BEGIN Input data

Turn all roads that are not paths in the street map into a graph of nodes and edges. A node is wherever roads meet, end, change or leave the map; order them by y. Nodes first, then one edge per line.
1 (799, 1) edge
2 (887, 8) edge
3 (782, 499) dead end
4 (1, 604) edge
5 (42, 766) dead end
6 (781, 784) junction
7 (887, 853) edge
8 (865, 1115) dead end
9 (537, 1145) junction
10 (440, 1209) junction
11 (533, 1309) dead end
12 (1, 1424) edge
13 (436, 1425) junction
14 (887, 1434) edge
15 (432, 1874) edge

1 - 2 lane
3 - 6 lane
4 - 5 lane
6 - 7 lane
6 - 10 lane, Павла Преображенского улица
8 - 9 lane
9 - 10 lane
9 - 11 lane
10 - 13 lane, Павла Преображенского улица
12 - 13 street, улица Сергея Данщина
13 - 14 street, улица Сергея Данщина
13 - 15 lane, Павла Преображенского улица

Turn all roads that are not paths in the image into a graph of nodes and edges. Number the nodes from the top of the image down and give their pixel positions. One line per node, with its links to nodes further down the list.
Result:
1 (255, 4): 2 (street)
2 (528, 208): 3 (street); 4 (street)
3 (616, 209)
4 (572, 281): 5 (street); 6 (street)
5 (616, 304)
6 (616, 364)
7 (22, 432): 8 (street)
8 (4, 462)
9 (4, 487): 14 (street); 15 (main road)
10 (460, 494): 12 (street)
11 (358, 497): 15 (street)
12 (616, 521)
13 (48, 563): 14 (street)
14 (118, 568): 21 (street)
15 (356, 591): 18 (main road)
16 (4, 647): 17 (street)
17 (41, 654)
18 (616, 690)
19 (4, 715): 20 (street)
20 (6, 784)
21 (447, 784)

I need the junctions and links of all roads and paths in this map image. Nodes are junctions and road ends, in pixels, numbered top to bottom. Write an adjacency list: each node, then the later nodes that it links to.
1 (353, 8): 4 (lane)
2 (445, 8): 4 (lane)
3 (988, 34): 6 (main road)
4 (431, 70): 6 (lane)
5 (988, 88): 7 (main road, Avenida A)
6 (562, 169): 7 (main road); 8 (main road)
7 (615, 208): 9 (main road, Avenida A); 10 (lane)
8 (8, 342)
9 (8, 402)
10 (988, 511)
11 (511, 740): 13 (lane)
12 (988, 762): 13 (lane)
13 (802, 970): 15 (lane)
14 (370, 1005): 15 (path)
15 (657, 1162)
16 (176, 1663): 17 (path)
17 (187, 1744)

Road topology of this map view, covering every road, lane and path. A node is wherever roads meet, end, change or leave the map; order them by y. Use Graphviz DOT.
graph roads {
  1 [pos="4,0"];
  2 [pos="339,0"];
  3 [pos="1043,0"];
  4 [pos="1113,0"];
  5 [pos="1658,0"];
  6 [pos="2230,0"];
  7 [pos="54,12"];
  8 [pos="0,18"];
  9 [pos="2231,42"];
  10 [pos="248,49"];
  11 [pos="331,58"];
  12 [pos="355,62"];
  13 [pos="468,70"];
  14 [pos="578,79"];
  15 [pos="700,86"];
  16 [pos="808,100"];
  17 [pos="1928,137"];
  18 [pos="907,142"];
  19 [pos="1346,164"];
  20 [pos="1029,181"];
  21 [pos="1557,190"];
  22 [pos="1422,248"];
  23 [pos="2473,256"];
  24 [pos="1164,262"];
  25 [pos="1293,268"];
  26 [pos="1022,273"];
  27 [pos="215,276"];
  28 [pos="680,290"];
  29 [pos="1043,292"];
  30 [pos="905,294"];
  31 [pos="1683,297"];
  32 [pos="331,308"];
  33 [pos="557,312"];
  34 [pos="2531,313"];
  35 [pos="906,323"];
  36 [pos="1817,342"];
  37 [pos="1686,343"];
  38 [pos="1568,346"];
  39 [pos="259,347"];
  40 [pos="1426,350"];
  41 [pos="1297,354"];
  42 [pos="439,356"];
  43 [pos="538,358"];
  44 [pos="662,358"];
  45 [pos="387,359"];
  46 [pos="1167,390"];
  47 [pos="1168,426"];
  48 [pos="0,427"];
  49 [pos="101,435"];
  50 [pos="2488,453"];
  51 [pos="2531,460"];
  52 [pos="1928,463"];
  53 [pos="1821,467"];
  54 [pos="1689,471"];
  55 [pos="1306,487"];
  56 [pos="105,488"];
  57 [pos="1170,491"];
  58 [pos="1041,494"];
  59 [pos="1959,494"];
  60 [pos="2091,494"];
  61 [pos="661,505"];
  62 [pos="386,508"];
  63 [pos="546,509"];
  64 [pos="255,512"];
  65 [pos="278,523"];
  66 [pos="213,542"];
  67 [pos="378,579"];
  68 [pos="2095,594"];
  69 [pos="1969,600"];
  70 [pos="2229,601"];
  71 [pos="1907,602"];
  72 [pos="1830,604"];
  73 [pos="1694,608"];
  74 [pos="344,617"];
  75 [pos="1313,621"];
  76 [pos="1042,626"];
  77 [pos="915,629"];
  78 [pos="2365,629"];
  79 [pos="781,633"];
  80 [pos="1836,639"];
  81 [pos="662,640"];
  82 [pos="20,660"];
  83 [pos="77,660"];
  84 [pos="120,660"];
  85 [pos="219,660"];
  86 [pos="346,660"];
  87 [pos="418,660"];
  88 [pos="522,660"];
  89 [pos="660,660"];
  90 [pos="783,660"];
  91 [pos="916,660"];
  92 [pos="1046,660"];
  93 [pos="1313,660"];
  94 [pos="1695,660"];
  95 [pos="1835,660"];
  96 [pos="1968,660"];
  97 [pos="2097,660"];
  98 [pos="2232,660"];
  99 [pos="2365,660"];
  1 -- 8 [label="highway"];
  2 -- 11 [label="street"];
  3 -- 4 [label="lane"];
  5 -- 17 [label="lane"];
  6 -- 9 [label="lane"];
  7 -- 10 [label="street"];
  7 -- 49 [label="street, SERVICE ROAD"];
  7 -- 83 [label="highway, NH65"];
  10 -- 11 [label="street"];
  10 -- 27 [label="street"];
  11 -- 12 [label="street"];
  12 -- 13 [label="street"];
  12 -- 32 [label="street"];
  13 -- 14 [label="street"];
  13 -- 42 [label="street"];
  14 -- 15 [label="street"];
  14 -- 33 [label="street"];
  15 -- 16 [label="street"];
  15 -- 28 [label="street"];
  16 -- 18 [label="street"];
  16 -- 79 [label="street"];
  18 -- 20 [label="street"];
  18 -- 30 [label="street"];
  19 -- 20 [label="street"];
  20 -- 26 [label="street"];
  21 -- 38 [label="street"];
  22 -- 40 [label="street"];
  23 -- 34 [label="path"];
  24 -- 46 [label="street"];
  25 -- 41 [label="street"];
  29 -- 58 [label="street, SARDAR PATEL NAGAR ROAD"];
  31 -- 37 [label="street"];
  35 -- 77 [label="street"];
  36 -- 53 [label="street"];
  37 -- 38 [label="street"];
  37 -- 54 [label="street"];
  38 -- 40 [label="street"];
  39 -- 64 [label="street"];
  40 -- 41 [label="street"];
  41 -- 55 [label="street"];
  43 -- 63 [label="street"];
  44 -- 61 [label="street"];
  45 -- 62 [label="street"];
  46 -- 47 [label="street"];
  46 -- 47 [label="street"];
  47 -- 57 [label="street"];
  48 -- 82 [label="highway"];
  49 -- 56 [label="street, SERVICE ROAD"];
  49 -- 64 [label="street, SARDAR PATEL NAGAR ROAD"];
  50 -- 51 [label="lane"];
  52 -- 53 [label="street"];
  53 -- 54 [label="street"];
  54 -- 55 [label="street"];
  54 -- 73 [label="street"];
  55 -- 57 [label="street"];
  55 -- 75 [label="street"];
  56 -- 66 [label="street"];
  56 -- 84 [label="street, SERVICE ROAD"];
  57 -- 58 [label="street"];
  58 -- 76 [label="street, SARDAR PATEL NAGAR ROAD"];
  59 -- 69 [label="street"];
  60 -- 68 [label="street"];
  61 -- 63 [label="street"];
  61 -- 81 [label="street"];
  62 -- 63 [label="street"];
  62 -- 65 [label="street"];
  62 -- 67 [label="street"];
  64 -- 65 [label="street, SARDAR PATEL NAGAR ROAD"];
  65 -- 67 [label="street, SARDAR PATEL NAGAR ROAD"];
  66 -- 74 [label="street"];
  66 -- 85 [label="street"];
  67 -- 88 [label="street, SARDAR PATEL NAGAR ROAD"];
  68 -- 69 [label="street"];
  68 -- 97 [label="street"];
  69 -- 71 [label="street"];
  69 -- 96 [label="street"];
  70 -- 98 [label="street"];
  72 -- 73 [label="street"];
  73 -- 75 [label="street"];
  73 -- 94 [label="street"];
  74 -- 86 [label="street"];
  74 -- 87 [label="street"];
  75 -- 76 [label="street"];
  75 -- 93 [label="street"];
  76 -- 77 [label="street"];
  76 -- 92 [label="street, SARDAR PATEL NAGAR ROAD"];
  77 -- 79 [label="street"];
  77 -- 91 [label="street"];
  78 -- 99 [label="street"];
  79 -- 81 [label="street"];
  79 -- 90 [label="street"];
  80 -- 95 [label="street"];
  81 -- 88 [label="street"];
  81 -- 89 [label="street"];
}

END Input data

Scan the data above, find each line with "SARDAR", and copy it.

_Completed exercise_:
  29 -- 58 [label="street, SARDAR PATEL NAGAR ROAD"];
  49 -- 64 [label="street, SARDAR PATEL NAGAR ROAD"];
  58 -- 76 [label="street, SARDAR PATEL NAGAR ROAD"];
  64 -- 65 [label="street, SARDAR PATEL NAGAR ROAD"];
  65 -- 67 [label="street, SARDAR PATEL NAGAR ROAD"];
  67 -- 88 [label="street, SARDAR PATEL NAGAR ROAD"];
  76 -- 92 [label="street, SARDAR PATEL NAGAR ROAD"];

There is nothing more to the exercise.